Abuse or dependence of any substance other than nicotine or caffeine in the past 6 months.
Diagnosis of major depressive disorder in the past 6 months.
Lifetime DSM-IV diagnosis of organic mental disorder, schizophrenia, schizoaffective disorder, bipolar disorder, delusional disorder or psychotic disorders not elsewhere classified as determined by SCID.
History of multiple adverse drug reactions.
Has participated in a clinical trial and has received an investigational product within the following time period prior to the first dosing day in the current study: 30 days, 5 half-lives or twice the duration of the biological effect of the investigational product (whichever is longer).
Urine positive for drugs of abuse at screening and any pre-randomization visit.
Alcohol abuse, defined as self-report of an average weekly intake of > 21 standard drinks or an average daily intake of >3 standard drinks (males) or an average weekly intake of >14 standard drinks or an average daily intake of >2 standard drinks (females) in the past 6 months. One unit is equivalent to a half-pint (220mL) of beer or one (25mL) measure of spirits or one glass (125mL) of wine. Participants will be advised to minimize alcohol consumption during the study, as there may be the potential for additive effects of study medication and alcohol, potentially causing greater sedation and feeling of intoxication than alcohol alone.

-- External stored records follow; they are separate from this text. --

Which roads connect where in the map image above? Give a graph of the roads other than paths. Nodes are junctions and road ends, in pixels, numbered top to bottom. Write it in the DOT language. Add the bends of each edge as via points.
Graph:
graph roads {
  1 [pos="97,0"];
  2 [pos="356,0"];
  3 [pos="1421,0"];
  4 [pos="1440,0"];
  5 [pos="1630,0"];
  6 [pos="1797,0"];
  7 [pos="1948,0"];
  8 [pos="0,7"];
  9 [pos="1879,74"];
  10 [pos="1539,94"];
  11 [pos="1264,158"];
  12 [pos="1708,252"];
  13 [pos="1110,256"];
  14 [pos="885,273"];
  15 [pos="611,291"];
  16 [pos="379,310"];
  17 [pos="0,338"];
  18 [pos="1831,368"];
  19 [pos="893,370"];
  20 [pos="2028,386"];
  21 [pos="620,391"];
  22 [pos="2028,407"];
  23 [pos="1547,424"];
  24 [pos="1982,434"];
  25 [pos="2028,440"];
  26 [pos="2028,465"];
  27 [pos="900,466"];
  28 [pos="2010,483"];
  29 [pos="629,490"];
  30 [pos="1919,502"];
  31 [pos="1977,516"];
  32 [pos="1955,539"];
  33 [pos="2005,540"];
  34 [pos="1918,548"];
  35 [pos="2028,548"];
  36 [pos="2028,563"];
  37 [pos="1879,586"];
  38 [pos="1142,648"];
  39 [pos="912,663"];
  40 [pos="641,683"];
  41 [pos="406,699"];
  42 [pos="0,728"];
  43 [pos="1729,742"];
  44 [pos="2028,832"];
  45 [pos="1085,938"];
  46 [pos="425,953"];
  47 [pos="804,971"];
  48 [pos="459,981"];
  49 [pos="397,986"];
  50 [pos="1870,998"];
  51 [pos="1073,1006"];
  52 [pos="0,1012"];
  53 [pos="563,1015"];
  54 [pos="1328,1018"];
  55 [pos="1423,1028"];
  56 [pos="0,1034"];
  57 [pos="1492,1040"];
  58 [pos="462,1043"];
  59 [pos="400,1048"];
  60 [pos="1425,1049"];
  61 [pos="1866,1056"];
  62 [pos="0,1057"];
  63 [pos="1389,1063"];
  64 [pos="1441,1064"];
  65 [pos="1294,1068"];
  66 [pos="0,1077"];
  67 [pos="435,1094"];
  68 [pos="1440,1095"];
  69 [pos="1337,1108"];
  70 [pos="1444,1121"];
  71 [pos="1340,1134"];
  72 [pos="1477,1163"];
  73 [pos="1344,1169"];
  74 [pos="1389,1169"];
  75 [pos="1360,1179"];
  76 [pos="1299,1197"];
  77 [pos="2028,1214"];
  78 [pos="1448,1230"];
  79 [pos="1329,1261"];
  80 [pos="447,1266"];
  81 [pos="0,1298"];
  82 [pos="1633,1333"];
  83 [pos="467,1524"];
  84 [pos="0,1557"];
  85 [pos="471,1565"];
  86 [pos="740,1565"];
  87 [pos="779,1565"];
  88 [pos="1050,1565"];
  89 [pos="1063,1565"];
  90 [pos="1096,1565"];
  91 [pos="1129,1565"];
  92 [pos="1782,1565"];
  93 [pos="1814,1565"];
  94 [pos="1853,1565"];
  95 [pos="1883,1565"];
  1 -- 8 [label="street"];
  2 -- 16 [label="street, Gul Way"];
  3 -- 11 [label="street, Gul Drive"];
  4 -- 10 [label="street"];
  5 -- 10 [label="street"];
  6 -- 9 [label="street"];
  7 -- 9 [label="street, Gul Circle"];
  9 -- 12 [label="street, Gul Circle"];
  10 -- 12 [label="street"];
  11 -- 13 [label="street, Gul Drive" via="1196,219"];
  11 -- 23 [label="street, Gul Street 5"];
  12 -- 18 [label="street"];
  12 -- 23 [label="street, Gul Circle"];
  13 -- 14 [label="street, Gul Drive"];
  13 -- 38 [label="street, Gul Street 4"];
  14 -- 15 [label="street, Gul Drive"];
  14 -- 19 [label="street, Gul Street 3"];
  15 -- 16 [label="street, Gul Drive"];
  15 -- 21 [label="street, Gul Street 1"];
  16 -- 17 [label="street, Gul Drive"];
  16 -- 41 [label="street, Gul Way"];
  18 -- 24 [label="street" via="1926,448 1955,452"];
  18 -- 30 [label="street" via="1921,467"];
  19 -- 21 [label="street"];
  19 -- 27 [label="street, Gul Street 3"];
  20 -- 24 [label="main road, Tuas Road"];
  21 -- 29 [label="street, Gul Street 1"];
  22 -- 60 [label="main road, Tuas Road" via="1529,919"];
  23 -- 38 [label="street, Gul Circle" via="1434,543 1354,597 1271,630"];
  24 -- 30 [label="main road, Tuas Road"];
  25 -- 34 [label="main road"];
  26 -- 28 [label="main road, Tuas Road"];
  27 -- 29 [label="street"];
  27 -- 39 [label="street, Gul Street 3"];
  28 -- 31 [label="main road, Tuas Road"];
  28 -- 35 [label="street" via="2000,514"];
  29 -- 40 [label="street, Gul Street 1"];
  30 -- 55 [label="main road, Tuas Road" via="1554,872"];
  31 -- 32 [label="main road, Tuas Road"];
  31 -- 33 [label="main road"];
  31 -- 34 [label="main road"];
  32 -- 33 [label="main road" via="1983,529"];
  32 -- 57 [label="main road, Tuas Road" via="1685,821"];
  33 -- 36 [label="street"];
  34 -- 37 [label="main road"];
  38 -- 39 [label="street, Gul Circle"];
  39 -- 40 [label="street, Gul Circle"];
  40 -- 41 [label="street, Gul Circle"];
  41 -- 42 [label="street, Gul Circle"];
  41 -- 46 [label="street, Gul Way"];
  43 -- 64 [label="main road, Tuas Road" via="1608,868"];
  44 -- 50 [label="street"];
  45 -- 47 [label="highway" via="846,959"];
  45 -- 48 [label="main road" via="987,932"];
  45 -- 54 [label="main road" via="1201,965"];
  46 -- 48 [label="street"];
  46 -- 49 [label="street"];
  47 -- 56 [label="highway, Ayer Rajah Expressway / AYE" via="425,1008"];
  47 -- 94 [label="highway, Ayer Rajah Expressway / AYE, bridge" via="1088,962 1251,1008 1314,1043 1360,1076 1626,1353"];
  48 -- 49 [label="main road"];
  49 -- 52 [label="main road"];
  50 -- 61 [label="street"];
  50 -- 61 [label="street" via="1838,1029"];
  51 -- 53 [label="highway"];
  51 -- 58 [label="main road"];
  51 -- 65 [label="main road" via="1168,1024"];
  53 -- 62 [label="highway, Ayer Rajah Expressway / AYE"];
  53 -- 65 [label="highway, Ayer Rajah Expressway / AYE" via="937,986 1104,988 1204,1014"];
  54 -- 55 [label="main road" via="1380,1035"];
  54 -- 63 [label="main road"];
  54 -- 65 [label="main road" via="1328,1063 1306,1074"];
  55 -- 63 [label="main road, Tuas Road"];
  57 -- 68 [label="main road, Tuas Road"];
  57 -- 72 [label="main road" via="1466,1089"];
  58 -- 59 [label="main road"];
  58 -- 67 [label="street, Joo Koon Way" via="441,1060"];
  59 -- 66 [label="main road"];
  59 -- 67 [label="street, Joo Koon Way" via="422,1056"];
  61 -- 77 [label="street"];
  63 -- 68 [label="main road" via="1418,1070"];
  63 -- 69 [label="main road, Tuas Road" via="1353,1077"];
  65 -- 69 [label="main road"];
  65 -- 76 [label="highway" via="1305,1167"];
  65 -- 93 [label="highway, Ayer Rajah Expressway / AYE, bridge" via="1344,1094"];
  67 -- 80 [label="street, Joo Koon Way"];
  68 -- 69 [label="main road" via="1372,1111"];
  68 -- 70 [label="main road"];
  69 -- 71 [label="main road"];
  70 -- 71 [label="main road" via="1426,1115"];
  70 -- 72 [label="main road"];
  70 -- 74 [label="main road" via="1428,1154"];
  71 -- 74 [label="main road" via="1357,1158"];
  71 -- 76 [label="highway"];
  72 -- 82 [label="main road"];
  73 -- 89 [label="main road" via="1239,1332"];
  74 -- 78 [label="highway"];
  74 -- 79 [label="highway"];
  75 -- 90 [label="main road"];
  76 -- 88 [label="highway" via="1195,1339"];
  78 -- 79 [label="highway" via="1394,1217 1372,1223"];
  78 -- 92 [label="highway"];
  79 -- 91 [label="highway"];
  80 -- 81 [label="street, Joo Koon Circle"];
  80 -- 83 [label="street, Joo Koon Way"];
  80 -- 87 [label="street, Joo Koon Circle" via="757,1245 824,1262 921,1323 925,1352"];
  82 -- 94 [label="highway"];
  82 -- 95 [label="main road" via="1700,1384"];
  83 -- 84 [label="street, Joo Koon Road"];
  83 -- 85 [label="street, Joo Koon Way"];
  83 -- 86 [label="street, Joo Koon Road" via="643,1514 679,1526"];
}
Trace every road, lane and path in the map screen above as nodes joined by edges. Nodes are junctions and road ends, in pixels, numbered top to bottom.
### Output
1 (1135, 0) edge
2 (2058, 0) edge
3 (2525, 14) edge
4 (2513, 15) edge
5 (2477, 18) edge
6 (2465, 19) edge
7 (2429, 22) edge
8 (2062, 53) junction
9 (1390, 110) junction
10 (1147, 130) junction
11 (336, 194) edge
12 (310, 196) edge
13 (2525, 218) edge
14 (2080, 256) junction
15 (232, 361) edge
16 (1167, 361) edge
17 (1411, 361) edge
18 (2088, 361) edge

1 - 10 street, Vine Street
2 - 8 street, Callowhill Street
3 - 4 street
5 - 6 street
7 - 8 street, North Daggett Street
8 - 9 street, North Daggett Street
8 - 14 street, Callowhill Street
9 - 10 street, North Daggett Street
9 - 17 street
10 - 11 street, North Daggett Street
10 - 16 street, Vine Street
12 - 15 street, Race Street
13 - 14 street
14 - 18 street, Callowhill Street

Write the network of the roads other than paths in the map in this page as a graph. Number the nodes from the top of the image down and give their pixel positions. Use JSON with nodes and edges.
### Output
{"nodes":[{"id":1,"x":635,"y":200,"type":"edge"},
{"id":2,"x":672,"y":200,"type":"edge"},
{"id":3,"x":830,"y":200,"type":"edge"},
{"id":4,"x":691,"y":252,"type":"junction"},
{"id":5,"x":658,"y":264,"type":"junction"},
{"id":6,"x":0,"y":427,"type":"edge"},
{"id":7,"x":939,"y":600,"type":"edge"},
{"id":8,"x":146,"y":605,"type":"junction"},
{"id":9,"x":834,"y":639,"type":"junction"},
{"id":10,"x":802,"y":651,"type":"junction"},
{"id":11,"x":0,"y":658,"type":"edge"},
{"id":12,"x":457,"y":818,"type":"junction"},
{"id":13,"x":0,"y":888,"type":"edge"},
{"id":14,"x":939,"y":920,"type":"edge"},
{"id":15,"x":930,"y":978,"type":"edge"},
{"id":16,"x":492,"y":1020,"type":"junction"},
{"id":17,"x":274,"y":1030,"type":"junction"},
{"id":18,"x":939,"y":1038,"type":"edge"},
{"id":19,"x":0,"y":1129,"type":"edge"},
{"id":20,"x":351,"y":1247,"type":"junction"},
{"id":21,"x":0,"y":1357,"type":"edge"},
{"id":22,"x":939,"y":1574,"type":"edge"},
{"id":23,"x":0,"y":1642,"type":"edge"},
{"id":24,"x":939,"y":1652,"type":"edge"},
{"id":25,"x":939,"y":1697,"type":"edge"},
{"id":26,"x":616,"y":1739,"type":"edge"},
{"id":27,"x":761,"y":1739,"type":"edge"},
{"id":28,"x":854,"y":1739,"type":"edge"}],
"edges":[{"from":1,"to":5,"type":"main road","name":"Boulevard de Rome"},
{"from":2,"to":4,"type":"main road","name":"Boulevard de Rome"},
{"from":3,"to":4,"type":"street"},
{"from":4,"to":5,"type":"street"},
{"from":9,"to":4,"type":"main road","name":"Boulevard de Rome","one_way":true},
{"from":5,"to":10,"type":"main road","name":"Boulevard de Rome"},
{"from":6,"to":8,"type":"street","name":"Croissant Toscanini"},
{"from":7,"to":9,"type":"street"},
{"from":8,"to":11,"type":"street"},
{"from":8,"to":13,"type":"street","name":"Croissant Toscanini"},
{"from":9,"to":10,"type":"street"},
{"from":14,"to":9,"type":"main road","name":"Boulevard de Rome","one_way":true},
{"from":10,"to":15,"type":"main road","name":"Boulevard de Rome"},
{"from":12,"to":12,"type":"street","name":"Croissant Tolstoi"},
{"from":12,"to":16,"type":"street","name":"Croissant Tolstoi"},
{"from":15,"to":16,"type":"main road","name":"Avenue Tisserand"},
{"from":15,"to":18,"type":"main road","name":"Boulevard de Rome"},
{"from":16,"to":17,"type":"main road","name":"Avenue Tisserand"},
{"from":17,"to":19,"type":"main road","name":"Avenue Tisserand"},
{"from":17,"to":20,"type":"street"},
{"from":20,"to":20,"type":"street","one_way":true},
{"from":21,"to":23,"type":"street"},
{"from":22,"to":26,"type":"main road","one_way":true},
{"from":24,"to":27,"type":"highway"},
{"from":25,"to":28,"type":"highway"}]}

Has been exposed to more than four new chemical entities within 12 months prior to the first day of the double-blind treatment phase.
Has used non-prescription drugs or herbal medicines that are centrally active within 14 days prior to the first dosing day, with the exception of non-daily PRN use of acetaminophen or ibuprofen and daily use of vitamins.
Has ever used chronic antipsychotic, anti-epileptic, or mood stabilizing medication; has used anti-anxiety medication, antidepressant medication, or prescription sedatives or hypnotics within 5 half lives or two weeks of randomization, whichever is greater.
Has a history of sensitivity to any of the study medications, or components thereof or a history of drug or other allergy that, in the opinion of the investigator makes participation contraindicated.
Has donated blood such that participation in the study would result in donation of blood or blood products in excess of 500 ml within a 56-day period.
Has a failed smoking cessation attempt using adequate smoking cessation pharmacotherapy within the last month.
Current Axis II DSM-IV diagnosis that may interfere with the conduct of the study.
Personal or family history of long QT syndrome, personal or family history of unexplained syncope, or family history of unexplained sudden death.
Currently using, or have used within the month prior to study start, any drug that can cause prolongation of the QT interval.
Currently using any HMG CoA Reductase Inhibitor.